Hassan conducting mid-upper arm circumference (MUAC) screening. Photo credit: Jonah Haruna/FHI 360

Enhancing Economic Opportunities

Maryam Abba, also a volunteer works as a support group promoter for mother-to-mother groups in Ngala. A single mother of three, Maryam has been volunteering with FHI 360 for two years. The insecurity has led to the destruction of structures and means of livelihood for Maryam and her community members. With the stipends she earns from FHI 360, Maryam has been able to establish a side business: selling bean cakes which not only supplements her income but also provides for her family’s needs.

Despite the disorder caused by insecurity, Maryam finds solace and purpose in her work. Training sessions organized by FHI 360 enrich her understanding of nutrition’s critical role in supporting children affected by conflict.

“During the day, I work as a support group promoter for pregnant mothers and mothers of children under 5. In the evening, I go to my stall to fry and sell the local bean cake. I got the money to start the business from my volunteering work so now I comfortably pay my children’s needs.”

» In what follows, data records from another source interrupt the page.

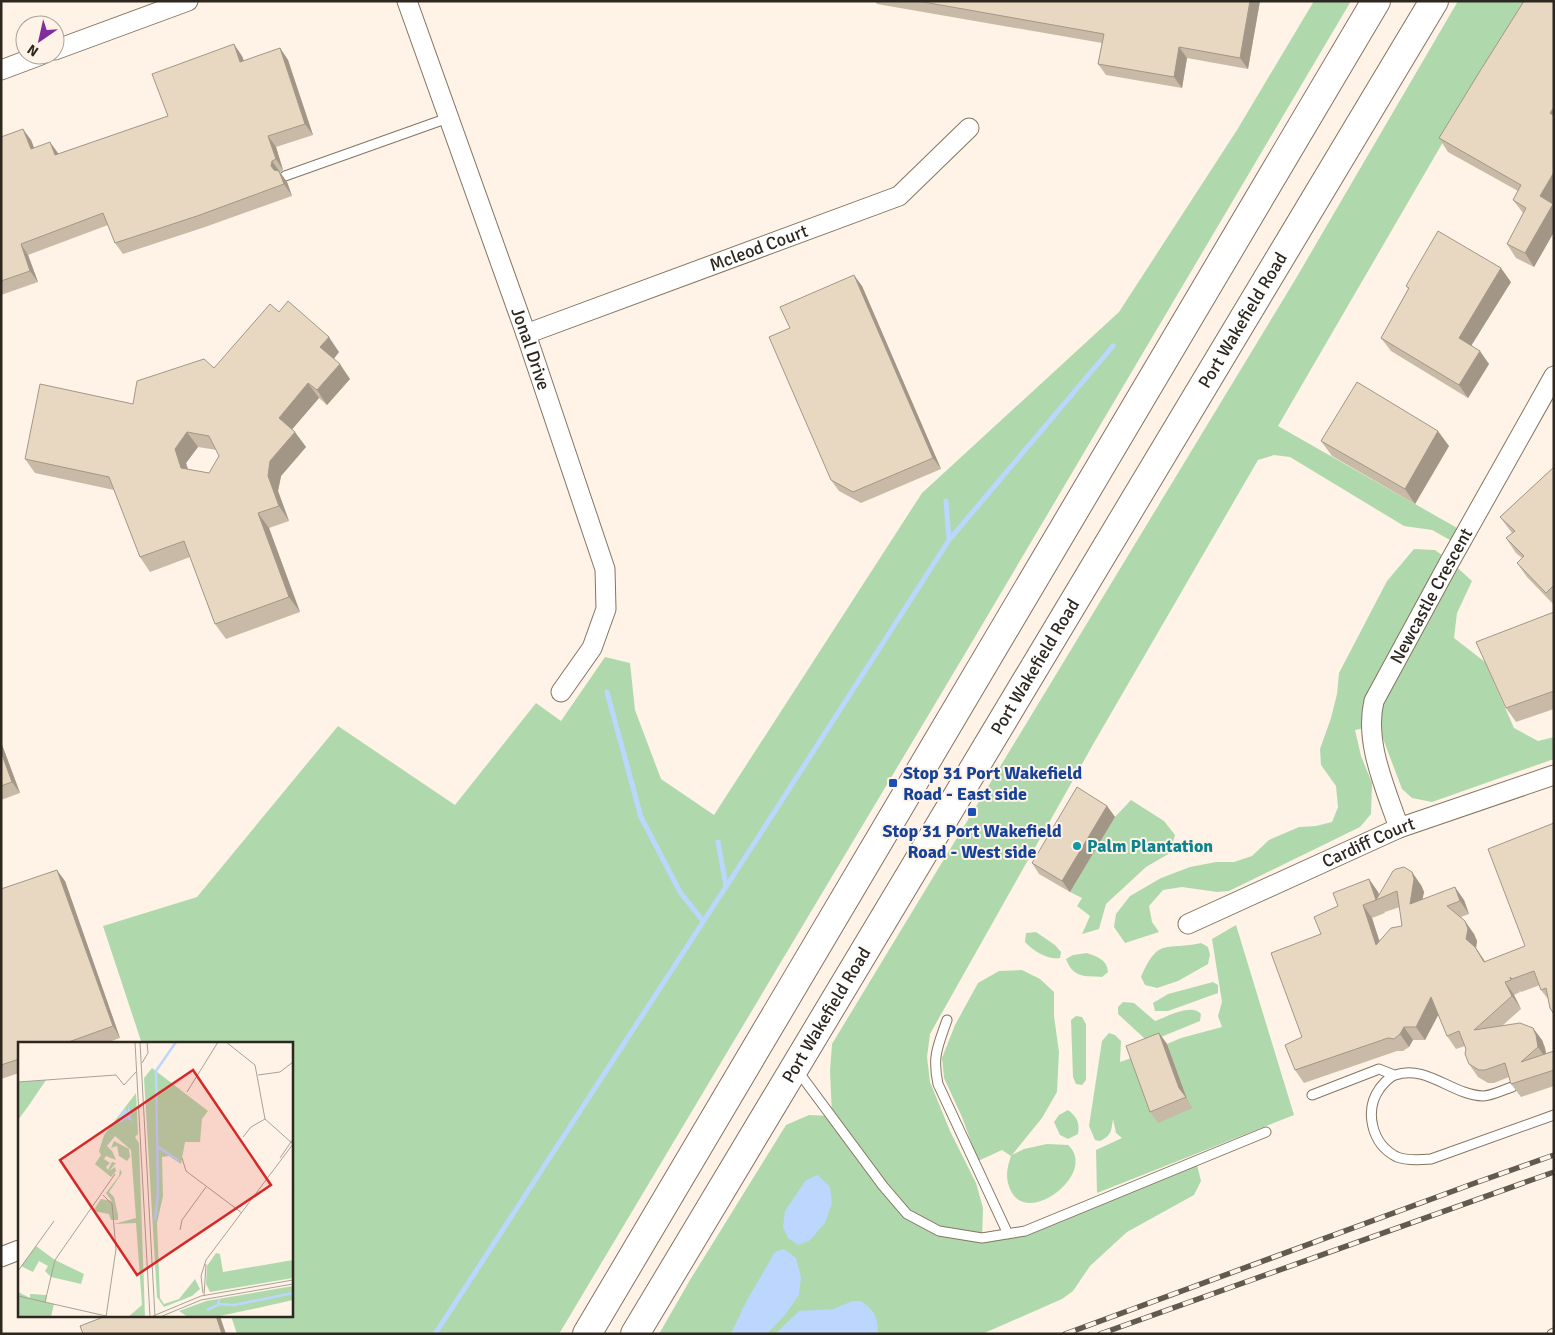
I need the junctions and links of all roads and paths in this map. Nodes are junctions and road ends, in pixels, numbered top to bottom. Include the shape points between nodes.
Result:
1 (188, 1) edge
2 (407, 1) edge
3 (1376, 1) edge
4 (1434, 1) edge
5 (65, 46) edge
6 (15, 65) edge
7 (1, 70) edge
8 (448, 118) junction
9 (969, 128) dead end
10 (285, 176) dead end
11 (526, 334) junction
12 (1554, 376) edge
13 (561, 692) dead end
14 (1554, 775) edge
15 (1400, 828) junction
16 (1188, 924) dead end
17 (947, 1020) dead end
18 (795, 1068) junction
19 (1394, 1075) junction
20 (1512, 1087) edge
21 (1312, 1095) dead end
22 (1554, 1115) edge
23 (1266, 1132) dead end
24 (1008, 1234) junction
25 (18, 1250) edge
26 (1, 1257) edge
27 (587, 1334) edge
28 (635, 1334) edge

1 - 5 street
2 - 8 street, Jonal Drive
3 - 27 highway
4 - 18 highway, Port Wakefield Road
6 - 7 street
8 - 10 lane
8 - 11 street, Jonal Drive
9 - 11 street, Mcleod Court via 899,196
11 - 13 street, Jonal Drive via 605,569 606,609 592,648
12 - 15 street, Newcastle Crescent via 1374,701 1370,715 1372,736
14 - 15 street, Cardiff Court
15 - 16 street, Cardiff Court
17 - 24 lane via 935,1056 938,1084
18 - 24 lane via 907,1214 939,1231 982,1238
18 - 28 highway, Port Wakefield Road
19 - 20 lane via 1414,1072 1484,1096
19 - 21 lane via 1379,1069
19 - 22 lane via 1376,1093 1371,1118 1374,1133 1382,1146 1397,1157 1431,1159
23 - 24 lane via 1025,1231
25 - 26 street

But beyond economic empowerment, Maryam has improved her skills through participation in the training organized by the FHI 360 nutrition team in Ngala.

“As the support group promoter, I work mainly with the mothers to provide community health education. We discuss topics such as balanced diets, breastfeeding, and the nutritional needs of the children. The trainings I attended organized by FHI 360 have enhanced my understanding of the importance of nutrition to children affected by the conflict.” says Maryam.

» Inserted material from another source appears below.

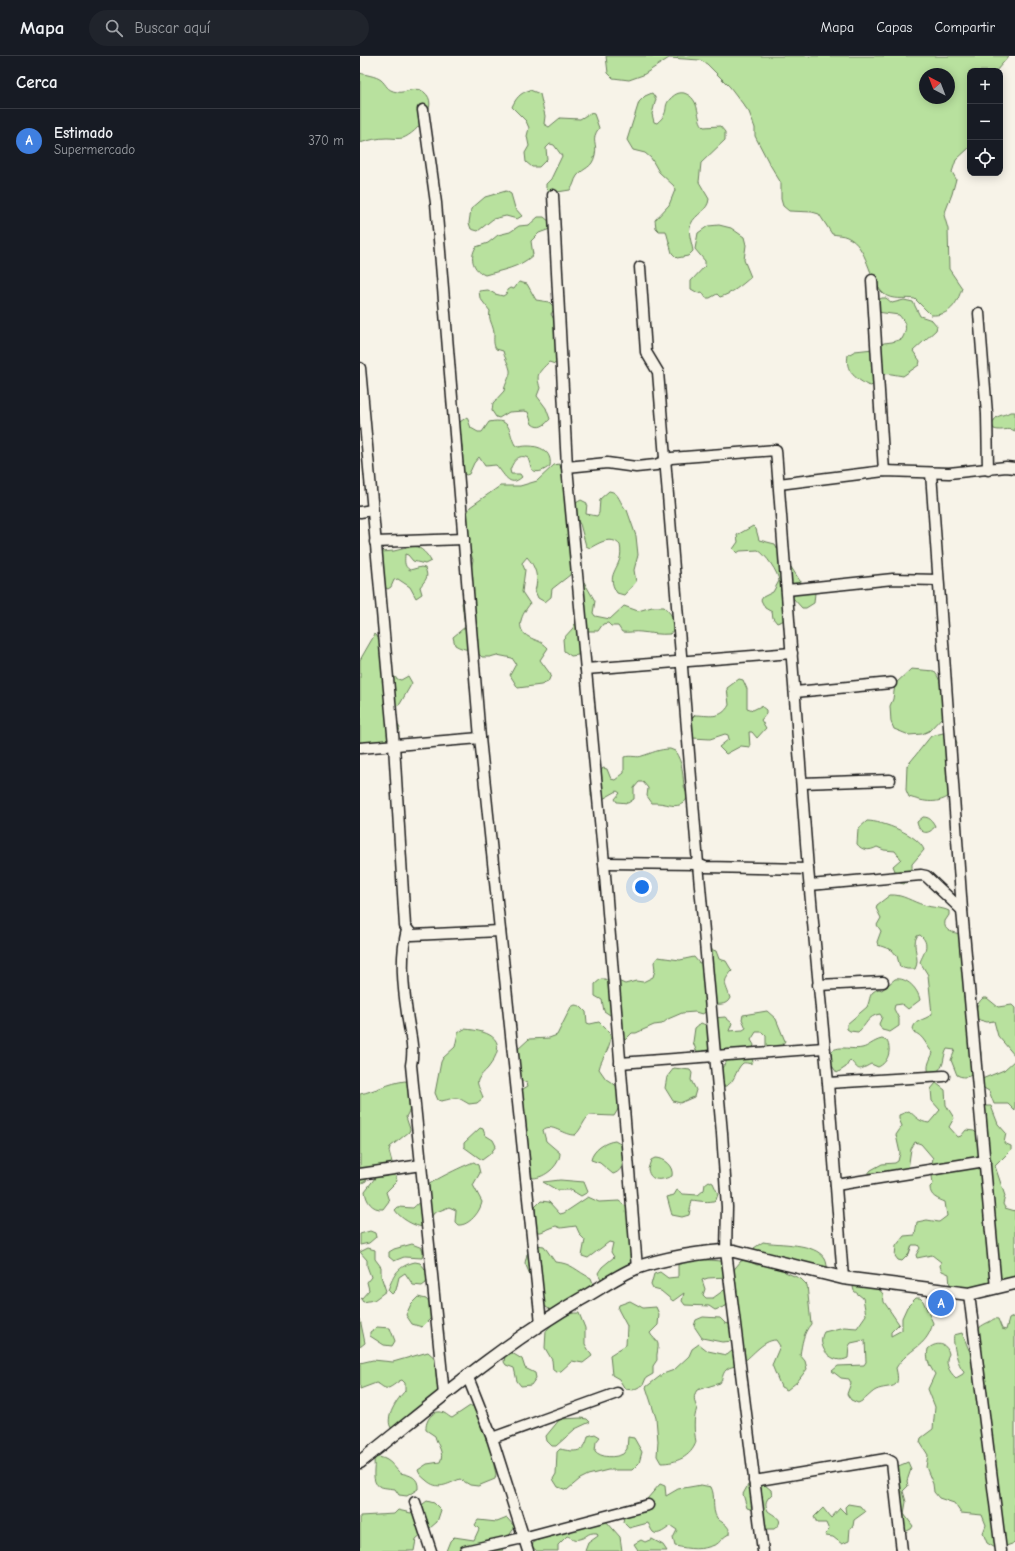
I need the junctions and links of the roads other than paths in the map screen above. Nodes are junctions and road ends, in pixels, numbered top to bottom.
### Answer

Moreover, Maryam finds fulfillment in facilitating discussions within her role, as it allows her to glean insights into the nutritional deficiencies present in the community. By fostering an environment where experiences and challenges are openly shared, she gains valuable knowledge that informs her approach. Maryam adeptly tailors her sessions to directly address these gaps, ensuring that her efforts are both relevant and impactful in meeting the community’s needs.

Hassan and Maryam’s stories exemplify how community volunteers support communities with knowledge and foster positive change from the grassroots level. Despite facing challenges, both individuals have shown remarkable dedication and resilience in their efforts to improve the well-being of those around them.

Maryam providing community health education during a session with a mother-to-mother group. Photo credit: Jonah Haruna/FHI/360

Since 2017, FHI 360 has been providing comprehensive nutrition programs including community-based management of acute malnutrition and infant and young child feeding (IYCF-E) in Emergency Interventions. Furthermore, Outpatient Therapeutic Programs (OTPs) were established to treat severe acute malnutrition (SAM) without complications with Ready to Use Therapeutic Food (RUTF), and three stabilization centers to admit cases of SAM with medical complications in Bama, Mobbar, and Ngala LGAs of Borno State.

In 2023, through the SURE-SN Project, FHI 360 with support from USAID admitted a total of 23,132 children (13,058 girls, 10,074 boys) into the Community Management of Acute Malnutrition (CMAM) program. This includes 10,252 SAM cases (9,325 into OTP and 927 into Stabilization Centre), and 12,880 Moderate Acute Malnutrition (MAM) admissions, achieving above 5 times the LOA target of 4,596. Through support group meetings, skilled counseling, lactational management, and community dialogues, a total of 47,889 individuals were reached.